▸ About this task: Reproduce the entries that follow exactly. No picture should appear in the result.

(Data entries)
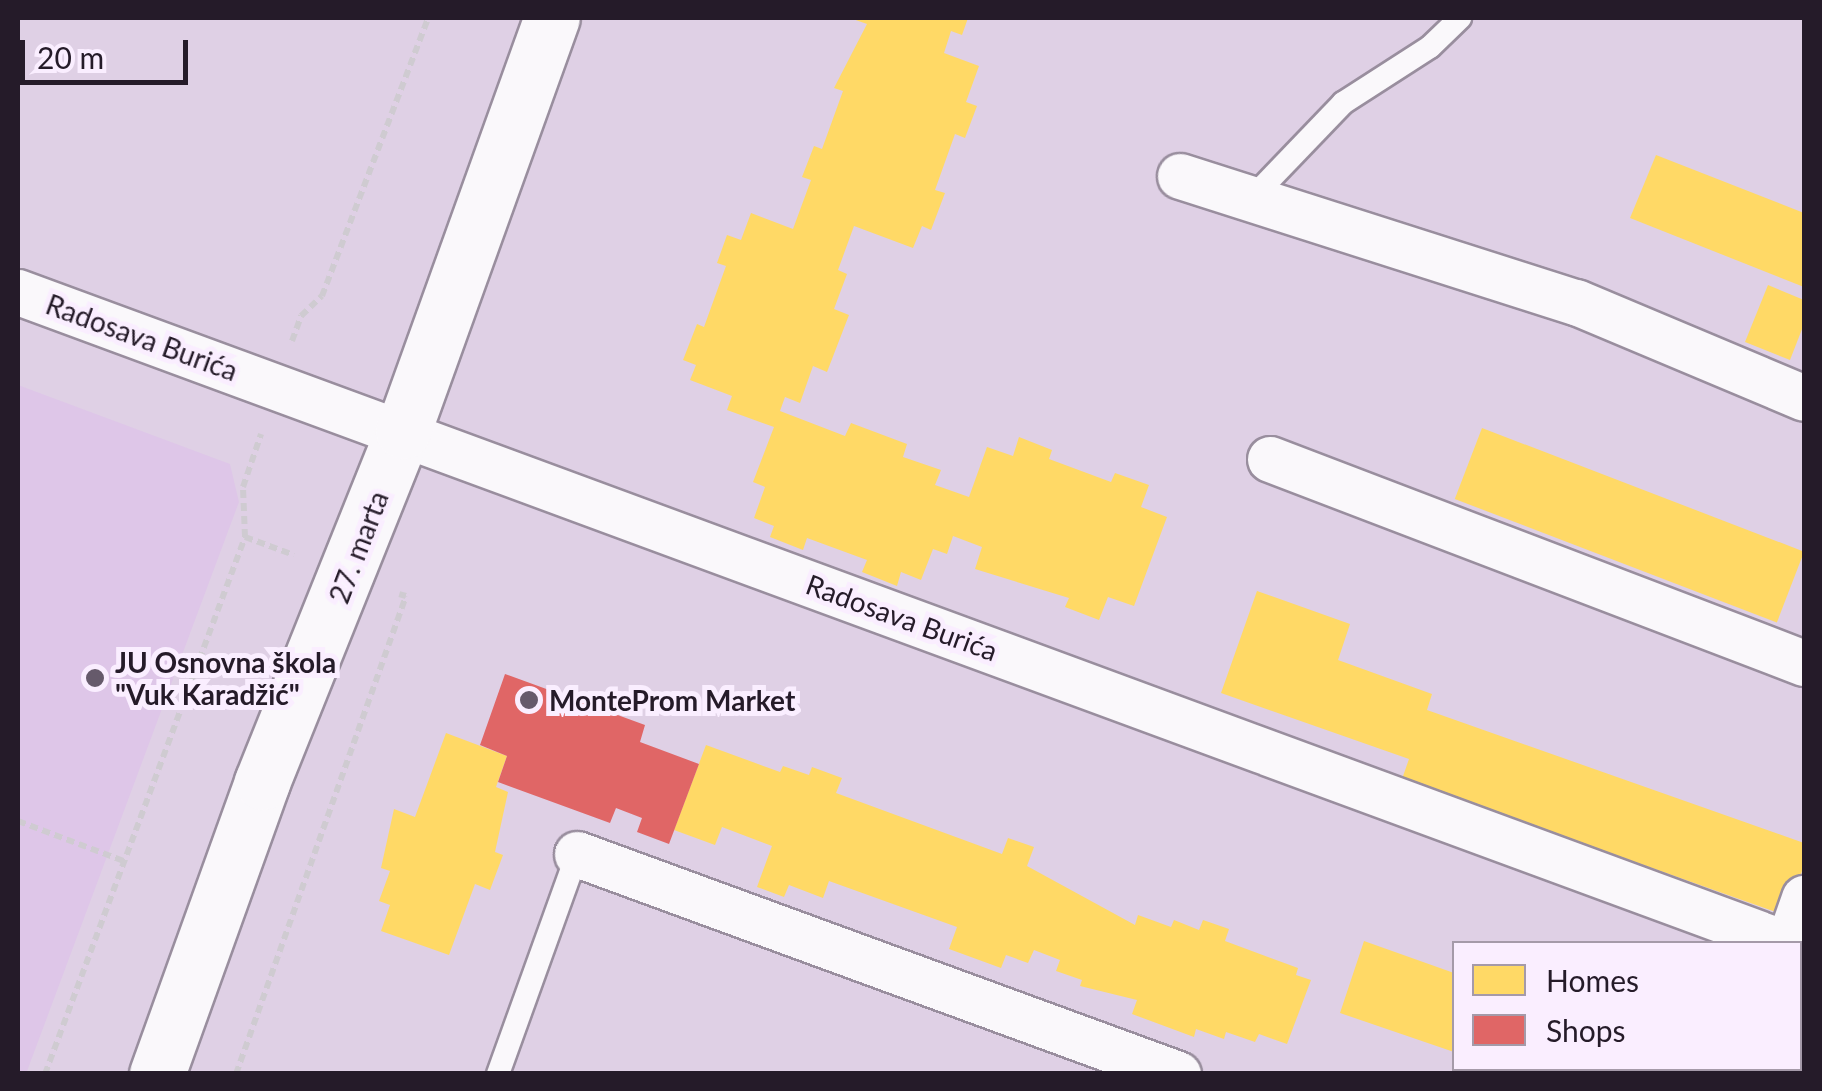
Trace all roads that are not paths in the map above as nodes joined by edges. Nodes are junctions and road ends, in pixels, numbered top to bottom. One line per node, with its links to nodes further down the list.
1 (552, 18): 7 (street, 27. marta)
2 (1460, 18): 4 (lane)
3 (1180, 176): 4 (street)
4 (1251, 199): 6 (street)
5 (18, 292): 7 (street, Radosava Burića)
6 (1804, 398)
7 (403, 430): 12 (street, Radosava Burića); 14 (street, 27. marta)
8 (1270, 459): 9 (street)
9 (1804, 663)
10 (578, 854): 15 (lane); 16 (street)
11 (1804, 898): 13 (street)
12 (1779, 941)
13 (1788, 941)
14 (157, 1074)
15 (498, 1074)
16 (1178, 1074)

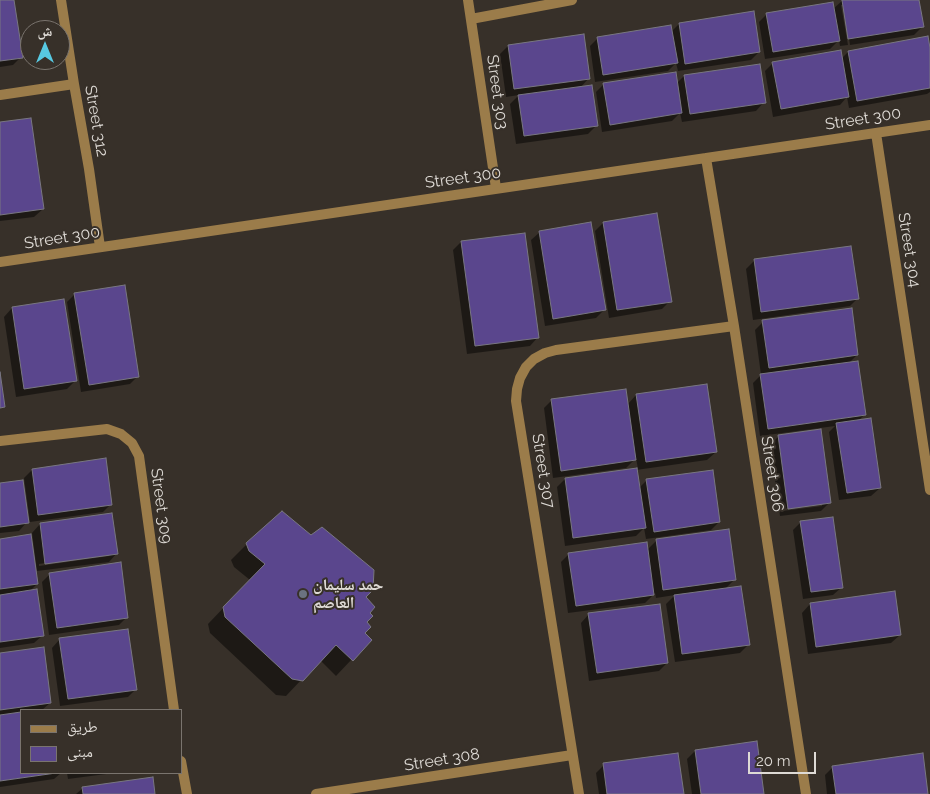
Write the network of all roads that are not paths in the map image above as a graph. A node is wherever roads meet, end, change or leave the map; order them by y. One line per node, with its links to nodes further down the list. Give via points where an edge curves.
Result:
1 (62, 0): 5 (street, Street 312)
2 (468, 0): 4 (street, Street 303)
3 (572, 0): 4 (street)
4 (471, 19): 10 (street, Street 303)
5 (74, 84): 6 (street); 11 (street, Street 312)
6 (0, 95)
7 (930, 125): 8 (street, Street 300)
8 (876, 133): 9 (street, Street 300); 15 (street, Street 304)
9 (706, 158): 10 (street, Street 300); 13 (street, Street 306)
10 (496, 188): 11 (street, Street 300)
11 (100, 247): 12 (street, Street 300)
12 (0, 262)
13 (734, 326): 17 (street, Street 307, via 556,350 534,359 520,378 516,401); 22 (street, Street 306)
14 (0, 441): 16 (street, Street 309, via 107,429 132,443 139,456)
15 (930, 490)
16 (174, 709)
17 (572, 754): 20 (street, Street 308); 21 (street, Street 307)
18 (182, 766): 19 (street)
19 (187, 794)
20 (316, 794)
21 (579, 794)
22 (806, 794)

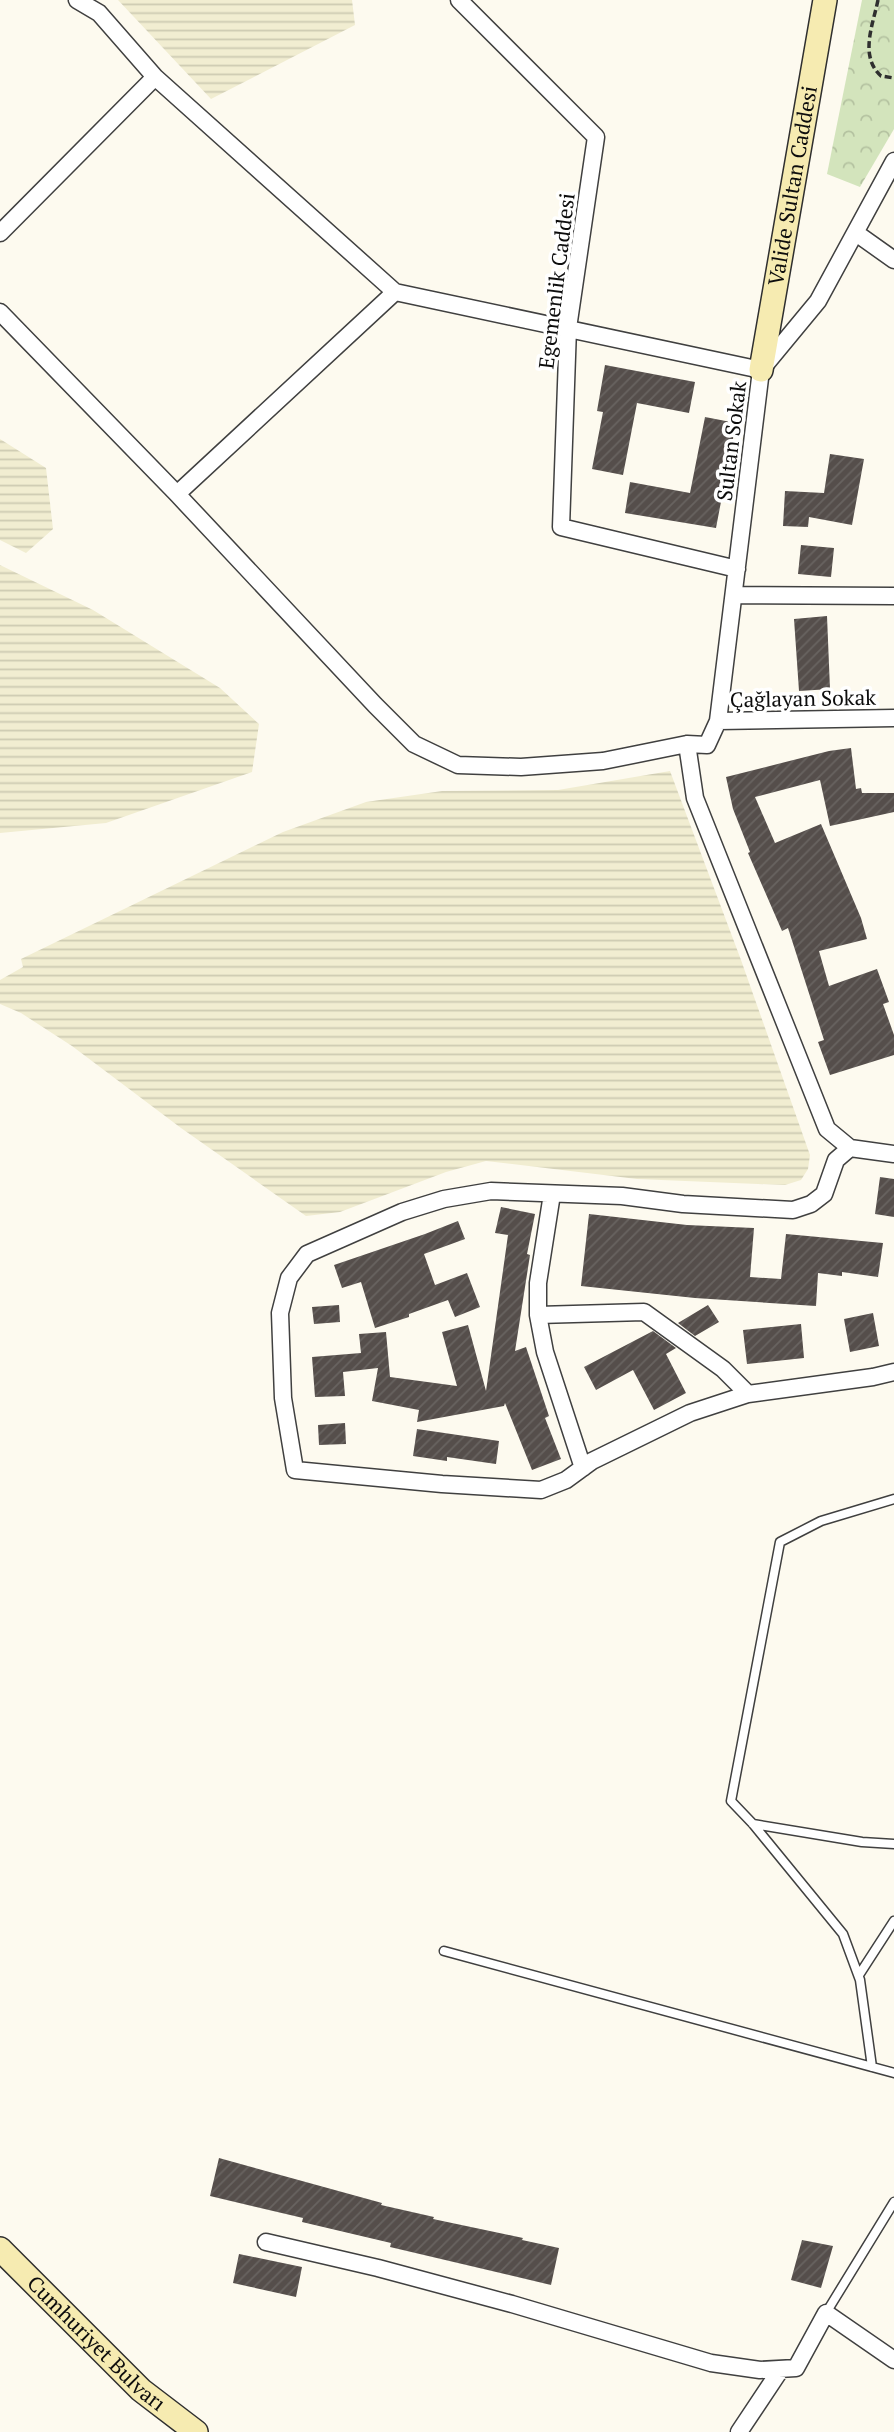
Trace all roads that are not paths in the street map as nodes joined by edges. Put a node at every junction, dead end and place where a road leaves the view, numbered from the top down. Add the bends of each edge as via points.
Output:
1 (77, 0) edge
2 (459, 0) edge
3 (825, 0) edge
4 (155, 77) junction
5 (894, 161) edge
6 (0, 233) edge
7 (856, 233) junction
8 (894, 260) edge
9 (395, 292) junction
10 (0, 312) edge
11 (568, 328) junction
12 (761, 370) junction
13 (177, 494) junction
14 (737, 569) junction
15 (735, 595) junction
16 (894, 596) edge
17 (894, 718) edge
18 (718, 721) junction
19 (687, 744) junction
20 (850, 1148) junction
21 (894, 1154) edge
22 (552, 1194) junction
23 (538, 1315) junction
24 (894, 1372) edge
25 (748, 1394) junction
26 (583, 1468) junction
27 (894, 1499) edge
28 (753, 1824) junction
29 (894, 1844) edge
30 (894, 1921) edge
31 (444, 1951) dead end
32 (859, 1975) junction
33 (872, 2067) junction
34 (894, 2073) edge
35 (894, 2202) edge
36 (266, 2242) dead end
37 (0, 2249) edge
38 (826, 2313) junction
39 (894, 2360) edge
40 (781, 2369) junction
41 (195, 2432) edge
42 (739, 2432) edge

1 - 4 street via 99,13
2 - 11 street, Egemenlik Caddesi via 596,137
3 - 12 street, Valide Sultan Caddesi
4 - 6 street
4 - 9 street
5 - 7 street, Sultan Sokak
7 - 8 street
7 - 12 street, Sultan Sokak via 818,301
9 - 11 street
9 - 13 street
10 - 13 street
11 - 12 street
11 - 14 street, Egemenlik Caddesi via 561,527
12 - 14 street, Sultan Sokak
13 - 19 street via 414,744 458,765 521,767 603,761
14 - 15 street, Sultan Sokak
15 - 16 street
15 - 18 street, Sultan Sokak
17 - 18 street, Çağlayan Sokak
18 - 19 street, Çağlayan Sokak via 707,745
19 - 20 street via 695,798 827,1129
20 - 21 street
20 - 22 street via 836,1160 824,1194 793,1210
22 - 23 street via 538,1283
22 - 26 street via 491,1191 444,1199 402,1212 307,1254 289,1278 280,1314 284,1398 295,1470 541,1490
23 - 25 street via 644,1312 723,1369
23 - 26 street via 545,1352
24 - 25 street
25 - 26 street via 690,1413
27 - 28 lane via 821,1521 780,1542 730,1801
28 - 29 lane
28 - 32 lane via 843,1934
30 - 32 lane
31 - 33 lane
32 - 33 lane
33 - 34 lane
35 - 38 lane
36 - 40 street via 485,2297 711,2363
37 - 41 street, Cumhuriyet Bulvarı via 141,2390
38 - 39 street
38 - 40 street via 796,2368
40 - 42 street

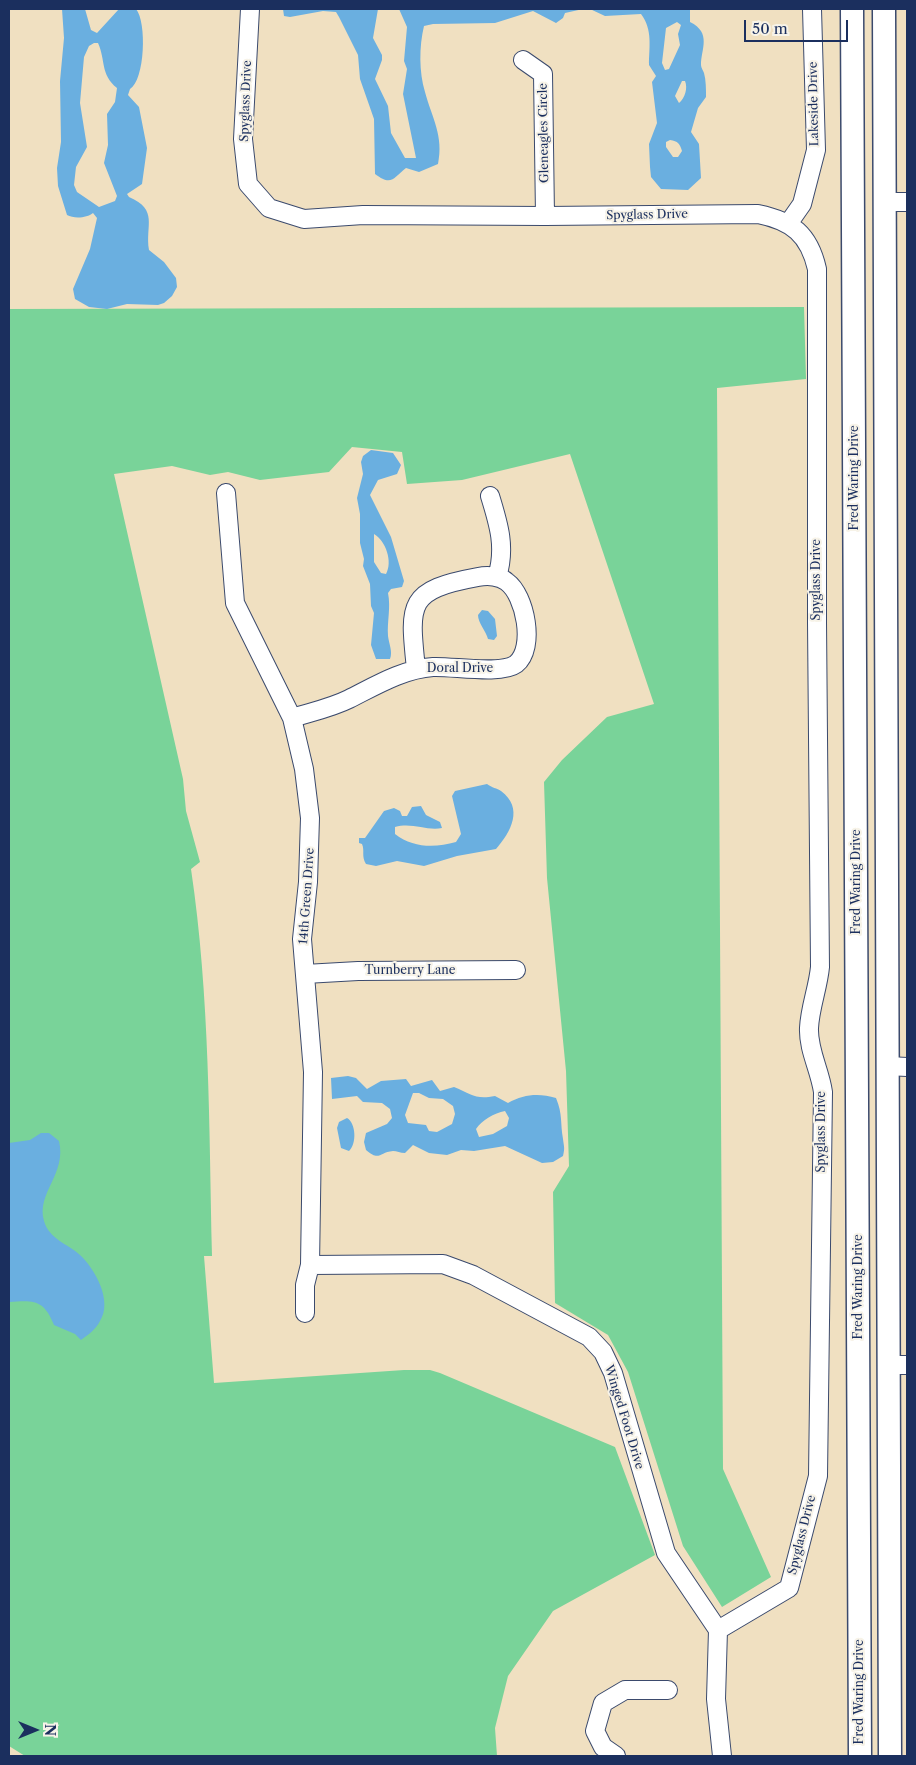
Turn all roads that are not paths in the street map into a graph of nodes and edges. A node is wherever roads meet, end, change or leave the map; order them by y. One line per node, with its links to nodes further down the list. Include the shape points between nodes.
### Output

▸ Task solution:
Trace all roads that are not paths in the map above as nodes joined by edges. Nodes are junctions and road ends, in pixels, numbered top to bottom. One line per node, with its links to nodes further down the list.
1 (552, 18): 7 (street, 27. marta)
2 (1460, 18): 4 (lane)
3 (1180, 176): 4 (street)
4 (1251, 199): 6 (street)
5 (18, 292): 7 (street, Radosava Burića)
6 (1804, 398)
7 (403, 430): 12 (street, Radosava Burića); 14 (street, 27. marta)
8 (1270, 459): 9 (street)
9 (1804, 663)
10 (578, 854): 15 (lane); 16 (street)
11 (1804, 898): 13 (street)
12 (1779, 941)
13 (1788, 941)
14 (157, 1074)
15 (498, 1074)
16 (1178, 1074)

Write the network of all roads that are not paths in the map image above as a graph. A node is wherever roads meet, end, change or leave the map; order them by y. One line per node, with its links to nodes further down the list. Give via points where an edge curves.
Result:
1 (62, 0): 5 (street, Street 312)
2 (468, 0): 4 (street, Street 303)
3 (572, 0): 4 (street)
4 (471, 19): 10 (street, Street 303)
5 (74, 84): 6 (street); 11 (street, Street 312)
6 (0, 95)
7 (930, 125): 8 (street, Street 300)
8 (876, 133): 9 (street, Street 300); 15 (street, Street 304)
9 (706, 158): 10 (street, Street 300); 13 (street, Street 306)
10 (496, 188): 11 (street, Street 300)
11 (100, 247): 12 (street, Street 300)
12 (0, 262)
13 (734, 326): 17 (street, Street 307, via 556,350 534,359 520,378 516,401); 22 (street, Street 306)
14 (0, 441): 16 (street, Street 309, via 107,429 132,443 139,456)
15 (930, 490)
16 (174, 709)
17 (572, 754): 20 (street, Street 308); 21 (street, Street 307)
18 (182, 766): 19 (street)
19 (187, 794)
20 (316, 794)
21 (579, 794)
22 (806, 794)

Trace all roads that are not paths in the street map as nodes joined by edges. Put a node at every junction, dead end and place where a road leaves the view, numbered from the top down. Add the bends of each edge as via points.
Output:
1 (77, 0) edge
2 (459, 0) edge
3 (825, 0) edge
4 (155, 77) junction
5 (894, 161) edge
6 (0, 233) edge
7 (856, 233) junction
8 (894, 260) edge
9 (395, 292) junction
10 (0, 312) edge
11 (568, 328) junction
12 (761, 370) junction
13 (177, 494) junction
14 (737, 569) junction
15 (735, 595) junction
16 (894, 596) edge
17 (894, 718) edge
18 (718, 721) junction
19 (687, 744) junction
20 (850, 1148) junction
21 (894, 1154) edge
22 (552, 1194) junction
23 (538, 1315) junction
24 (894, 1372) edge
25 (748, 1394) junction
26 (583, 1468) junction
27 (894, 1499) edge
28 (753, 1824) junction
29 (894, 1844) edge
30 (894, 1921) edge
31 (444, 1951) dead end
32 (859, 1975) junction
33 (872, 2067) junction
34 (894, 2073) edge
35 (894, 2202) edge
36 (266, 2242) dead end
37 (0, 2249) edge
38 (826, 2313) junction
39 (894, 2360) edge
40 (781, 2369) junction
41 (195, 2432) edge
42 (739, 2432) edge

1 - 4 street via 99,13
2 - 11 street, Egemenlik Caddesi via 596,137
3 - 12 street, Valide Sultan Caddesi
4 - 6 street
4 - 9 street
5 - 7 street, Sultan Sokak
7 - 8 street
7 - 12 street, Sultan Sokak via 818,301
9 - 11 street
9 - 13 street
10 - 13 street
11 - 12 street
11 - 14 street, Egemenlik Caddesi via 561,527
12 - 14 street, Sultan Sokak
13 - 19 street via 414,744 458,765 521,767 603,761
14 - 15 street, Sultan Sokak
15 - 16 street
15 - 18 street, Sultan Sokak
17 - 18 street, Çağlayan Sokak
18 - 19 street, Çağlayan Sokak via 707,745
19 - 20 street via 695,798 827,1129
20 - 21 street
20 - 22 street via 836,1160 824,1194 793,1210
22 - 23 street via 538,1283
22 - 26 street via 491,1191 444,1199 402,1212 307,1254 289,1278 280,1314 284,1398 295,1470 541,1490
23 - 25 street via 644,1312 723,1369
23 - 26 street via 545,1352
24 - 25 street
25 - 26 street via 690,1413
27 - 28 lane via 821,1521 780,1542 730,1801
28 - 29 lane
28 - 32 lane via 843,1934
30 - 32 lane
31 - 33 lane
32 - 33 lane
33 - 34 lane
35 - 38 lane
36 - 40 street via 485,2297 711,2363
37 - 41 street, Cumhuriyet Bulvarı via 141,2390
38 - 39 street
38 - 40 street via 796,2368
40 - 42 street

Turn all roads that are not paths in the street map into a graph of nodes and edges. A node is wherever roads meet, end, change or leave the map; order them by y. One line per node, with its links to nodes further down the list. Include the shape points between nodes.
### Output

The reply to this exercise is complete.